The challenge for “Creed III” will be to maintain its punching power in the later rounds. (There’s a rule that you have to include at least one tedious boxing analogy in every story about the franchise.) MGM’s film is the first in a series of sequels coming throughout March, with Paramount’s “Scream VI” next up the following weekend and sequels to “Shazam!” and “John Wick” afterwards.
This is great news for theaters that desperately need this sort of rapid-fire release schedule to bring a wide array of moviegoers back to theaters, but it also creates a very competitive market that could likely leave one of these big blockbusters squeezed out unless their unique premises allow each of them to find their own lane.

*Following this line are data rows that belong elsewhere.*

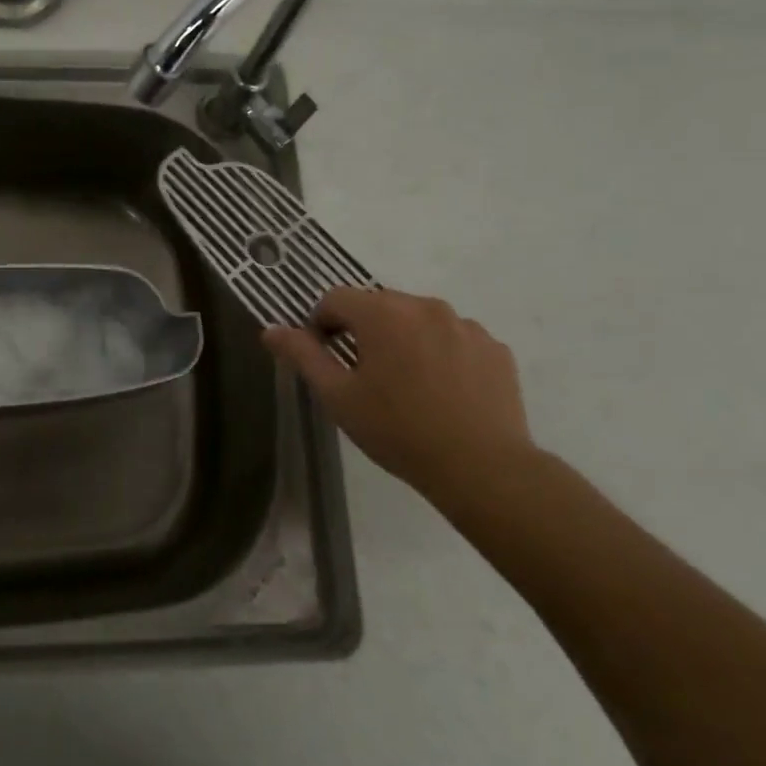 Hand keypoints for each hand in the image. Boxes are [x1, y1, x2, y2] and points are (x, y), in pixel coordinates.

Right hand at [263, 287, 533, 490]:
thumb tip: (271, 330)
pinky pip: (455, 339)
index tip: (325, 358)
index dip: (321, 325)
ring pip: (419, 320)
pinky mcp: (494, 347)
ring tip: (407, 385)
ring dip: (404, 340)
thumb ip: (303, 356)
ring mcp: (465, 325)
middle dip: (364, 331)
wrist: (481, 467)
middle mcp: (424, 306)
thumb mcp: (338, 396)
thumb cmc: (398, 430)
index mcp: (382, 313)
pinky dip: (442, 354)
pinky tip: (443, 391)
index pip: (335, 299)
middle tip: (363, 375)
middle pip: (379, 306) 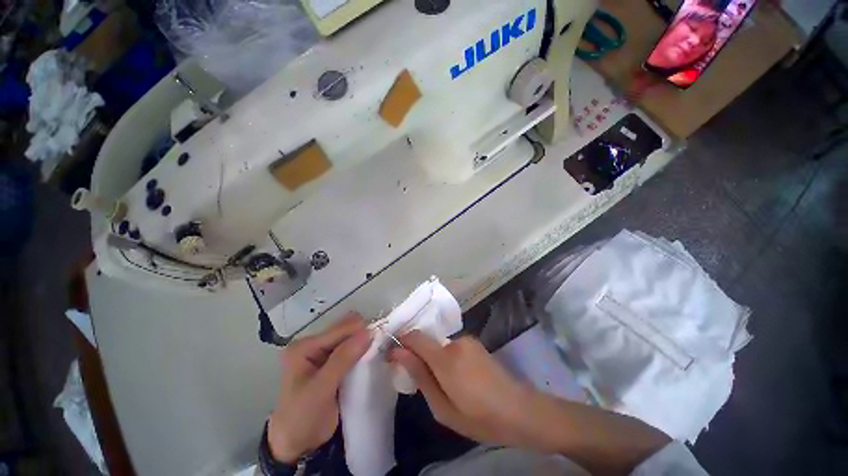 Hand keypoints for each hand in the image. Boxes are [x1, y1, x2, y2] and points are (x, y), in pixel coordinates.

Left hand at [268, 314, 371, 462]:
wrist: (298, 445)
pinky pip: (352, 347)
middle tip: (380, 345)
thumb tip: (368, 332)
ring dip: (365, 341)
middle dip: (364, 334)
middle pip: (346, 328)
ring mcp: (323, 352)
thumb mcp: (321, 388)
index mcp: (304, 346)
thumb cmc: (303, 417)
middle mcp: (314, 344)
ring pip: (351, 336)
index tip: (381, 338)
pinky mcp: (333, 361)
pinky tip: (371, 355)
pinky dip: (363, 349)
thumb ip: (343, 358)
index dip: (361, 331)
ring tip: (378, 349)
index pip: (339, 329)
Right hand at [388, 331, 540, 448]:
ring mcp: (467, 340)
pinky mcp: (475, 343)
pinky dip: (448, 358)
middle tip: (425, 383)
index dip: (401, 342)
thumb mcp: (442, 407)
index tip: (392, 356)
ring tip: (448, 384)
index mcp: (446, 359)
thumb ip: (419, 376)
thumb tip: (398, 353)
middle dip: (420, 357)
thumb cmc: (479, 417)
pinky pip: (453, 347)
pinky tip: (461, 378)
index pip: (415, 337)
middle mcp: (455, 342)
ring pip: (440, 346)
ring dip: (436, 360)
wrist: (520, 410)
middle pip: (427, 342) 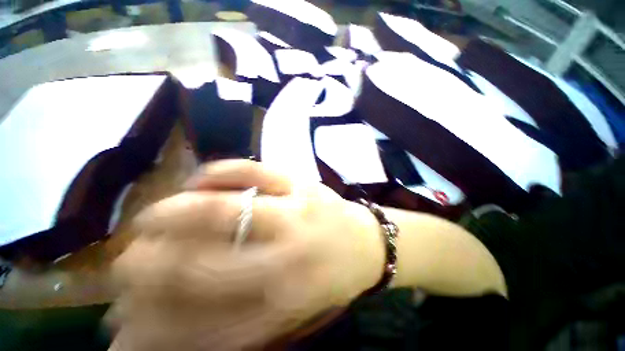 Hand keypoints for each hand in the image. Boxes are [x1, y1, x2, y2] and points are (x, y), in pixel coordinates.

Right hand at [112, 159, 384, 350]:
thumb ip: (248, 324)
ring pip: (223, 208)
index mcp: (286, 299)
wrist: (367, 242)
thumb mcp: (298, 311)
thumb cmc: (335, 276)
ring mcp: (294, 210)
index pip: (203, 318)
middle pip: (202, 263)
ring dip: (173, 213)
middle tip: (124, 261)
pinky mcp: (301, 183)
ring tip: (148, 218)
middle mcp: (287, 255)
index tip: (122, 317)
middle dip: (150, 265)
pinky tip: (199, 179)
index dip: (154, 321)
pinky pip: (256, 169)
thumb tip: (186, 334)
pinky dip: (222, 171) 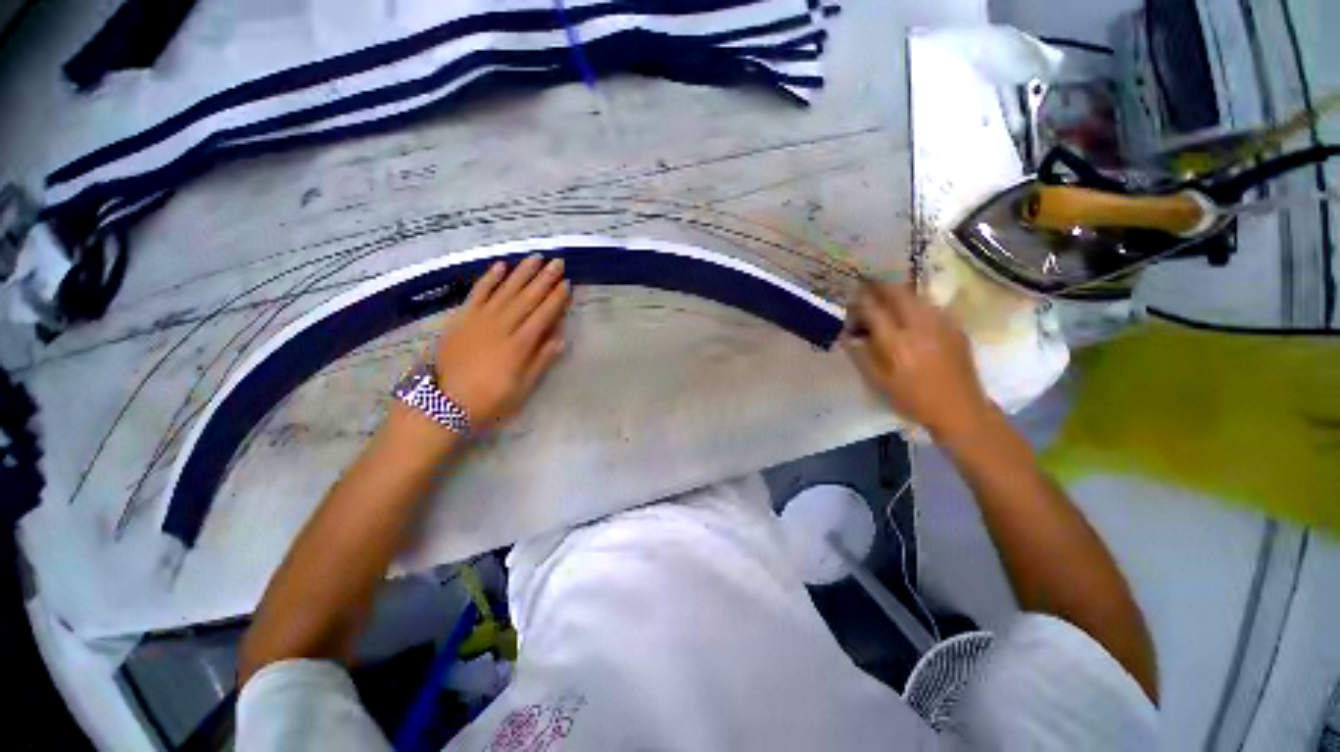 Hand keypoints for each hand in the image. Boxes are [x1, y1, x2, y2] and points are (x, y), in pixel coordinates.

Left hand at [431, 256, 569, 428]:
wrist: (440, 404)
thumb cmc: (488, 400)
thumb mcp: (521, 389)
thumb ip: (541, 361)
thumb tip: (560, 338)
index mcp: (519, 345)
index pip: (543, 316)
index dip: (556, 299)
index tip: (567, 283)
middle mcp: (502, 326)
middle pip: (527, 298)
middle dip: (544, 279)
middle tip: (558, 262)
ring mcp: (479, 319)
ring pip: (505, 290)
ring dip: (522, 273)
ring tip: (536, 257)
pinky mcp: (461, 318)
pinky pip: (477, 293)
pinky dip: (489, 278)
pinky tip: (501, 266)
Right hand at [843, 282, 993, 441]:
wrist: (960, 409)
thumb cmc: (913, 399)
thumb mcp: (879, 382)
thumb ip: (861, 355)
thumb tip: (847, 336)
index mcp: (896, 343)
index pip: (874, 311)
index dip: (861, 300)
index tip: (853, 295)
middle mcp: (919, 327)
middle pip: (898, 294)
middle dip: (881, 286)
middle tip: (869, 284)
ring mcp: (941, 325)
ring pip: (917, 296)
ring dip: (900, 291)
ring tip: (888, 293)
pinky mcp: (955, 328)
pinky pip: (932, 306)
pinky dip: (917, 302)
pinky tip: (912, 311)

“Creed III,” with its emotional, character-driven plot and thrilling boxing sequences, doesn’t have that much in common with the light-hearted superheroics of “Shazam! Fury of the Gods” or the intense thrills of “Scream VI” and “John Wick: Chapter 4.” If word of mouth among audiences generates wider interest for Jordan and Majors’ performances in the ring, that might give “Creed III” the legs it needs to go the distance against some very stacked competition.
“The best scenario would be if people who see ‘Creed III’ see trailers for ‘John Wick 4’ and want to see that, and people who see ‘Shazam’ see trailers for ‘Dungeons & Dragons’ and get excited to see that,” said Comscore analyst Paul Dergarabedian. “If numbers this spring are going to be stronger than expected, then we need to see these films boost each other rather than compete against each other and get people excited to frequently come back to theaters.”
If “Creed III” is a major contributor to a March bonanza, that will be a big boost to MGM as it begins a new chapter under Amazon’s ownership. On Tuesday, the studio announced that it had hired former Warner Bros. executive Courtney Valenti as the head of its film division, reporting to Amazon Studios chief Jennifer Salke.
While Amazon acquired an extensive library and co-distribution of future James Bond films with Warner Bros. by purchasing MGM, there have been questions as to how much of a box office footprint MGM can still have outside of that legendary spy series. As Valenti forges a new future for MGM’s theatrical and streaming portfolio, having a strong start with “Creed III” would be a perfect way to start her tenure.